From first line to last, give the records again word for word and omit the pictures.

Dataset entries
────────
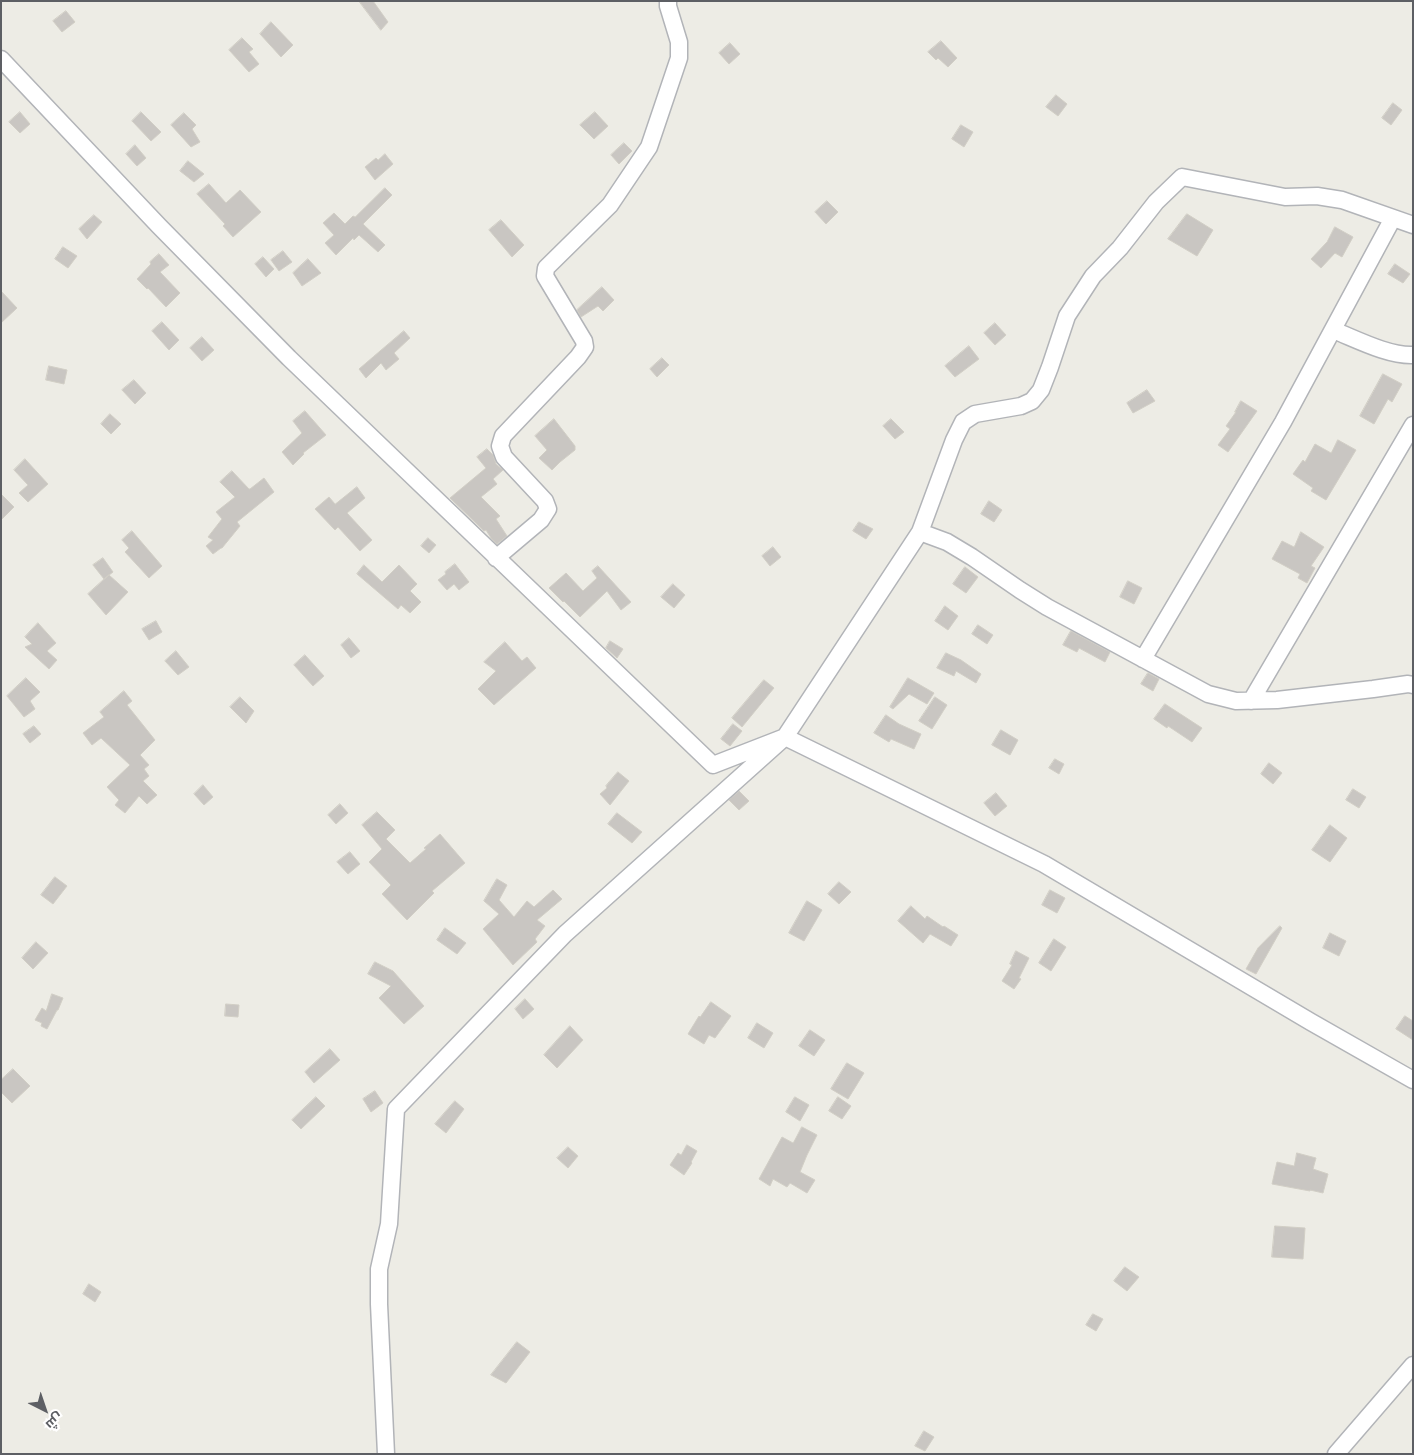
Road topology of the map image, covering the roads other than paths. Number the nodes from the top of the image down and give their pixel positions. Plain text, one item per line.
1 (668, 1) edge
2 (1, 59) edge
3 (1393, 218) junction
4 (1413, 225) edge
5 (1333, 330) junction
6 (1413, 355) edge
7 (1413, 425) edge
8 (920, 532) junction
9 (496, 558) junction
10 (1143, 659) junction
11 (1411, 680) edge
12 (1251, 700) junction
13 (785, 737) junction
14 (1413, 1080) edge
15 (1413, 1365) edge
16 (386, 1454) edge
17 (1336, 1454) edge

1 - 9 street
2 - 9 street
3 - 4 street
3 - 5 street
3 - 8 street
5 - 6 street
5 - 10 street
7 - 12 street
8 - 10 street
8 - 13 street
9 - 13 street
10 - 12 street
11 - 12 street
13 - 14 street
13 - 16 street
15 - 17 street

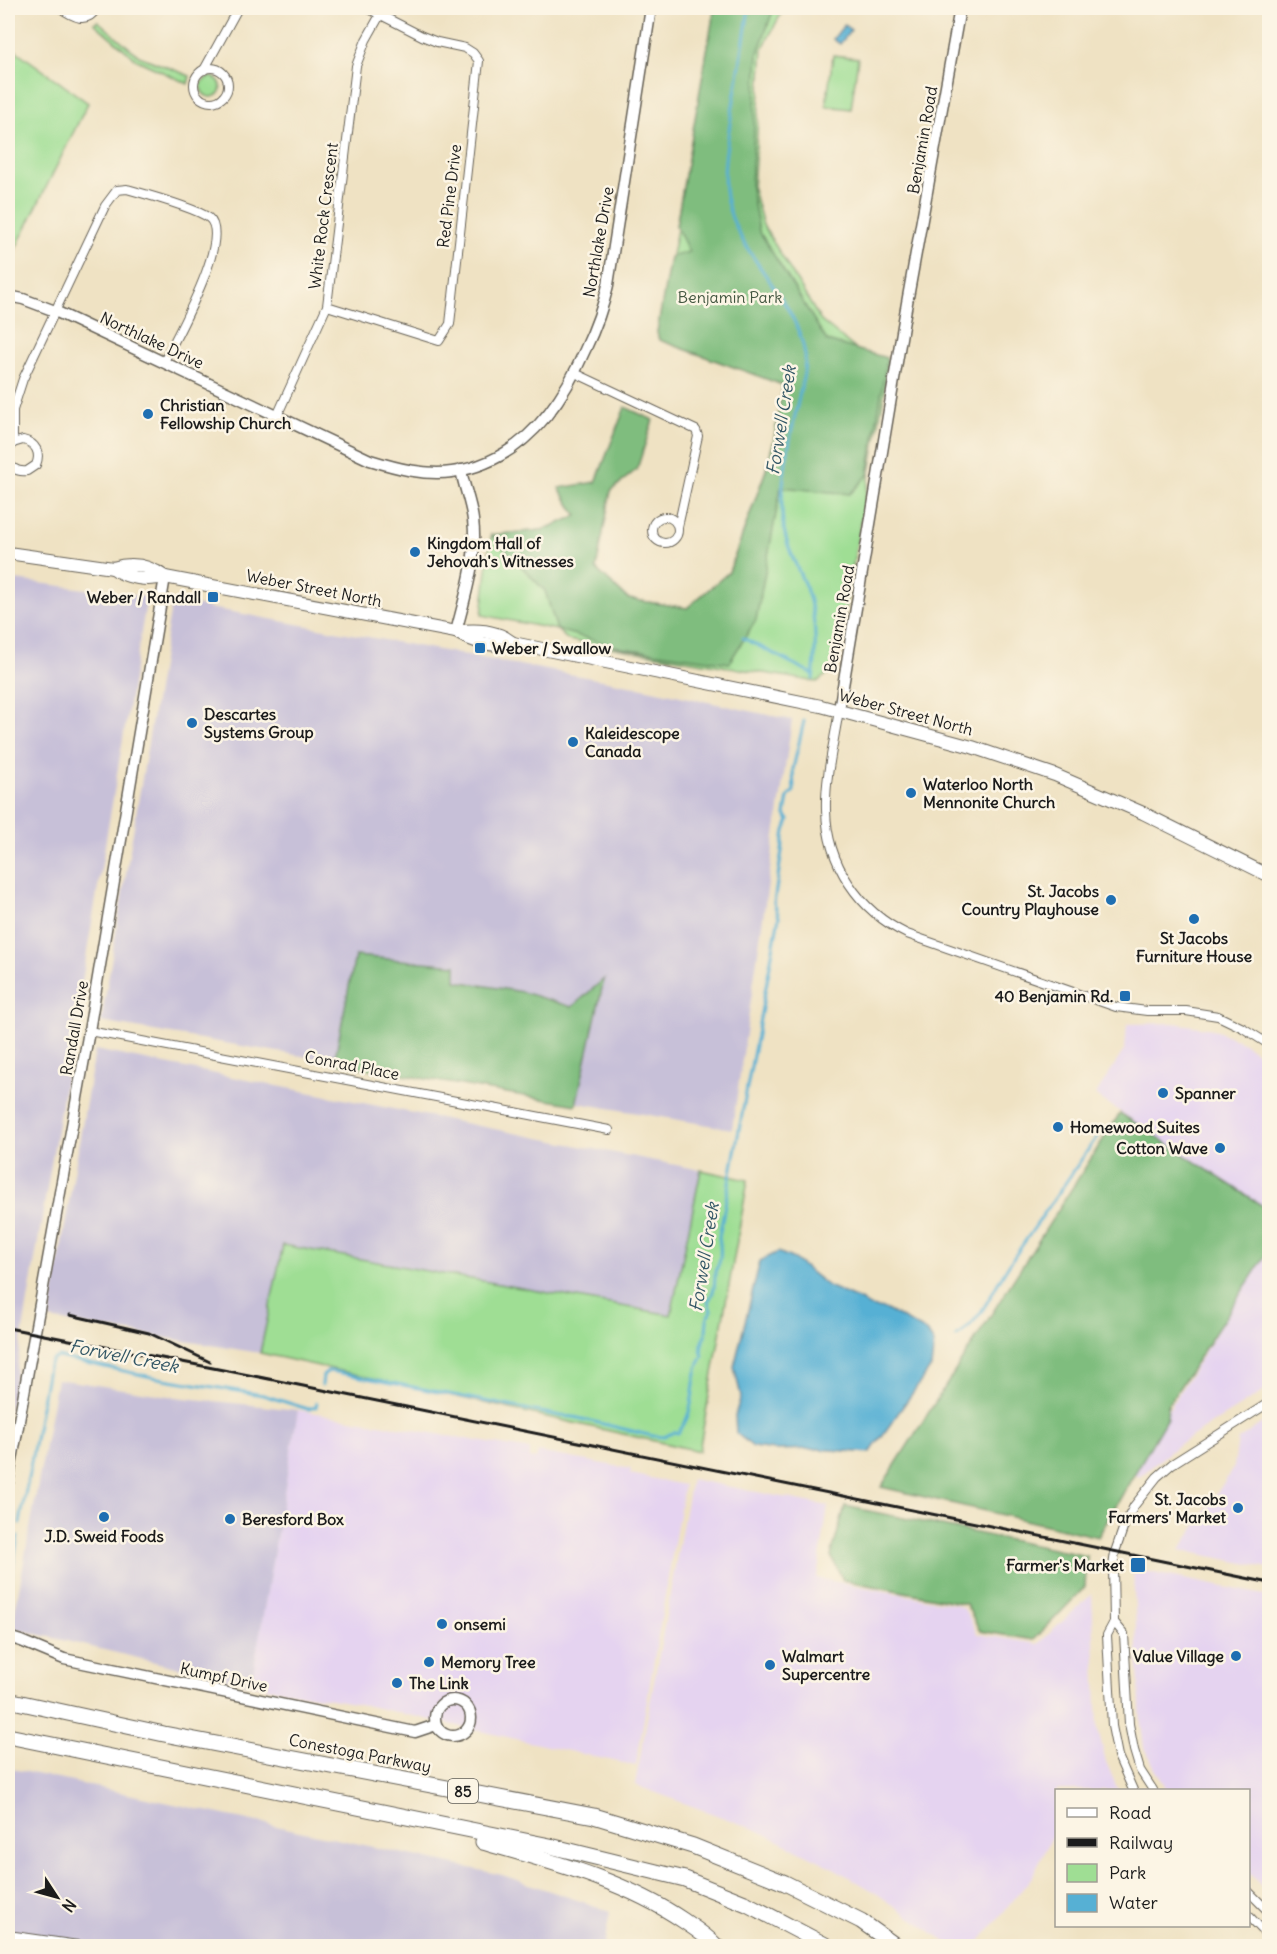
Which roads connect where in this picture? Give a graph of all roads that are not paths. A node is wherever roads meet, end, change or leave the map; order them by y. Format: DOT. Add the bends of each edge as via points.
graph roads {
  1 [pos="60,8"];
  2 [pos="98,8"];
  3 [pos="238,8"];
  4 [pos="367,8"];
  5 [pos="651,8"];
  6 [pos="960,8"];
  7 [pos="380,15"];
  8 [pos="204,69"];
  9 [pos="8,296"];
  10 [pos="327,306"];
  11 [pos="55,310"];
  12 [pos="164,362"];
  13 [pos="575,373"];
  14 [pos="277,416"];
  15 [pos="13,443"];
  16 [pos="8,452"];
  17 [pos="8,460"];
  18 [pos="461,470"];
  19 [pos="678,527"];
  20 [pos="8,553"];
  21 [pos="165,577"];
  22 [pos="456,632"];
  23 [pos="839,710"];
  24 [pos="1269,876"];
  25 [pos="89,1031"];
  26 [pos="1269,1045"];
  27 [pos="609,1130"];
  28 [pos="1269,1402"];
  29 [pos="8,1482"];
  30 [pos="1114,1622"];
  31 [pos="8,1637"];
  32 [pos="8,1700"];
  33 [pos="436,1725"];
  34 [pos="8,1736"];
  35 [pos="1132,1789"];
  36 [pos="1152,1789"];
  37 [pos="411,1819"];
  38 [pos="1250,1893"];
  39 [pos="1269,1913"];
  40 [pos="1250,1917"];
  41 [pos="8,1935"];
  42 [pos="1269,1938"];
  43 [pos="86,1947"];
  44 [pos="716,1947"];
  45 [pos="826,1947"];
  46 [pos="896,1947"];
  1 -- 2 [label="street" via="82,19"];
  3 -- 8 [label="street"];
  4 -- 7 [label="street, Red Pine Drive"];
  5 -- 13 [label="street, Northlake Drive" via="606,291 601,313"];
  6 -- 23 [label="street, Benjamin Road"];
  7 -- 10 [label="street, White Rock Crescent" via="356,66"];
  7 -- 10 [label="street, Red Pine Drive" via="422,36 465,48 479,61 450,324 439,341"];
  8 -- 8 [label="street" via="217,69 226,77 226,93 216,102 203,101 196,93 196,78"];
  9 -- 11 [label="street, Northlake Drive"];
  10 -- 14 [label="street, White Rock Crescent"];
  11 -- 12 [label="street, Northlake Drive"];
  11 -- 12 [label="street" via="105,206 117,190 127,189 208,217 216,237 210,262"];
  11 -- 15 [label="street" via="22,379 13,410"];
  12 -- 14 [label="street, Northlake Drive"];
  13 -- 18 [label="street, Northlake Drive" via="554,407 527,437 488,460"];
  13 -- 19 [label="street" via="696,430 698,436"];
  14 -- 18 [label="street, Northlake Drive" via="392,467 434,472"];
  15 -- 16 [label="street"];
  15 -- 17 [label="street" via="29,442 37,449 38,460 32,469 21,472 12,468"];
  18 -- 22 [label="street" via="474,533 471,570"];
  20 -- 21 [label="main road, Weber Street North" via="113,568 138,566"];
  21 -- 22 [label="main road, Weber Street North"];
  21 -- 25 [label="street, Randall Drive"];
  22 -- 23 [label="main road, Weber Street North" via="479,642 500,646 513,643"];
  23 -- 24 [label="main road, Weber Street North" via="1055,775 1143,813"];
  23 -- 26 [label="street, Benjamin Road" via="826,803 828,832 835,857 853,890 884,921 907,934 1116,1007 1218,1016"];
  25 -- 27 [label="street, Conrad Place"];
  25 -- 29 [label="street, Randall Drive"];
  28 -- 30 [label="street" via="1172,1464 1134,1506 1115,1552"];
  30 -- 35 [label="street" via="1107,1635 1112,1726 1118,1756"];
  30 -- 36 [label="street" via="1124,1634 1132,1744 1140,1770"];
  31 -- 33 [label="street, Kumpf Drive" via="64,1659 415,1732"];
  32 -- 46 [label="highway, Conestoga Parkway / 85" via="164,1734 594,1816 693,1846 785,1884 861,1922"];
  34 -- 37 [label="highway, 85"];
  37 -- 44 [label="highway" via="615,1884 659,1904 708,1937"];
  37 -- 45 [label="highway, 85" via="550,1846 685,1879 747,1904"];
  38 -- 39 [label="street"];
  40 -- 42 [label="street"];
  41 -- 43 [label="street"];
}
────────
* **WRITTEN RESPONSE**
Road topology of the map image, covering the roads other than paths. Number the nodes from the top of the image down and give their pixel positions. Plain text, one item per line.
1 (668, 1) edge
2 (1, 59) edge
3 (1393, 218) junction
4 (1413, 225) edge
5 (1333, 330) junction
6 (1413, 355) edge
7 (1413, 425) edge
8 (920, 532) junction
9 (496, 558) junction
10 (1143, 659) junction
11 (1411, 680) edge
12 (1251, 700) junction
13 (785, 737) junction
14 (1413, 1080) edge
15 (1413, 1365) edge
16 (386, 1454) edge
17 (1336, 1454) edge

1 - 9 street
2 - 9 street
3 - 4 street
3 - 5 street
3 - 8 street
5 - 6 street
5 - 10 street
7 - 12 street
8 - 10 street
8 - 13 street
9 - 13 street
10 - 12 street
11 - 12 street
13 - 14 street
13 - 16 street
15 - 17 street

Which roads connect where in this picture? Give a graph of all roads that are not paths. A node is wherever roads meet, end, change or leave the map; order them by y. Format: DOT. Add the bends of each edge as via points.
graph roads {
  1 [pos="60,8"];
  2 [pos="98,8"];
  3 [pos="238,8"];
  4 [pos="367,8"];
  5 [pos="651,8"];
  6 [pos="960,8"];
  7 [pos="380,15"];
  8 [pos="204,69"];
  9 [pos="8,296"];
  10 [pos="327,306"];
  11 [pos="55,310"];
  12 [pos="164,362"];
  13 [pos="575,373"];
  14 [pos="277,416"];
  15 [pos="13,443"];
  16 [pos="8,452"];
  17 [pos="8,460"];
  18 [pos="461,470"];
  19 [pos="678,527"];
  20 [pos="8,553"];
  21 [pos="165,577"];
  22 [pos="456,632"];
  23 [pos="839,710"];
  24 [pos="1269,876"];
  25 [pos="89,1031"];
  26 [pos="1269,1045"];
  27 [pos="609,1130"];
  28 [pos="1269,1402"];
  29 [pos="8,1482"];
  30 [pos="1114,1622"];
  31 [pos="8,1637"];
  32 [pos="8,1700"];
  33 [pos="436,1725"];
  34 [pos="8,1736"];
  35 [pos="1132,1789"];
  36 [pos="1152,1789"];
  37 [pos="411,1819"];
  38 [pos="1250,1893"];
  39 [pos="1269,1913"];
  40 [pos="1250,1917"];
  41 [pos="8,1935"];
  42 [pos="1269,1938"];
  43 [pos="86,1947"];
  44 [pos="716,1947"];
  45 [pos="826,1947"];
  46 [pos="896,1947"];
  1 -- 2 [label="street" via="82,19"];
  3 -- 8 [label="street"];
  4 -- 7 [label="street, Red Pine Drive"];
  5 -- 13 [label="street, Northlake Drive" via="606,291 601,313"];
  6 -- 23 [label="street, Benjamin Road"];
  7 -- 10 [label="street, White Rock Crescent" via="356,66"];
  7 -- 10 [label="street, Red Pine Drive" via="422,36 465,48 479,61 450,324 439,341"];
  8 -- 8 [label="street" via="217,69 226,77 226,93 216,102 203,101 196,93 196,78"];
  9 -- 11 [label="street, Northlake Drive"];
  10 -- 14 [label="street, White Rock Crescent"];
  11 -- 12 [label="street, Northlake Drive"];
  11 -- 12 [label="street" via="105,206 117,190 127,189 208,217 216,237 210,262"];
  11 -- 15 [label="street" via="22,379 13,410"];
  12 -- 14 [label="street, Northlake Drive"];
  13 -- 18 [label="street, Northlake Drive" via="554,407 527,437 488,460"];
  13 -- 19 [label="street" via="696,430 698,436"];
  14 -- 18 [label="street, Northlake Drive" via="392,467 434,472"];
  15 -- 16 [label="street"];
  15 -- 17 [label="street" via="29,442 37,449 38,460 32,469 21,472 12,468"];
  18 -- 22 [label="street" via="474,533 471,570"];
  20 -- 21 [label="main road, Weber Street North" via="113,568 138,566"];
  21 -- 22 [label="main road, Weber Street North"];
  21 -- 25 [label="street, Randall Drive"];
  22 -- 23 [label="main road, Weber Street North" via="479,642 500,646 513,643"];
  23 -- 24 [label="main road, Weber Street North" via="1055,775 1143,813"];
  23 -- 26 [label="street, Benjamin Road" via="826,803 828,832 835,857 853,890 884,921 907,934 1116,1007 1218,1016"];
  25 -- 27 [label="street, Conrad Place"];
  25 -- 29 [label="street, Randall Drive"];
  28 -- 30 [label="street" via="1172,1464 1134,1506 1115,1552"];
  30 -- 35 [label="street" via="1107,1635 1112,1726 1118,1756"];
  30 -- 36 [label="street" via="1124,1634 1132,1744 1140,1770"];
  31 -- 33 [label="street, Kumpf Drive" via="64,1659 415,1732"];
  32 -- 46 [label="highway, Conestoga Parkway / 85" via="164,1734 594,1816 693,1846 785,1884 861,1922"];
  34 -- 37 [label="highway, 85"];
  37 -- 44 [label="highway" via="615,1884 659,1904 708,1937"];
  37 -- 45 [label="highway, 85" via="550,1846 685,1879 747,1904"];
  38 -- 39 [label="street"];
  40 -- 42 [label="street"];
  41 -- 43 [label="street"];
}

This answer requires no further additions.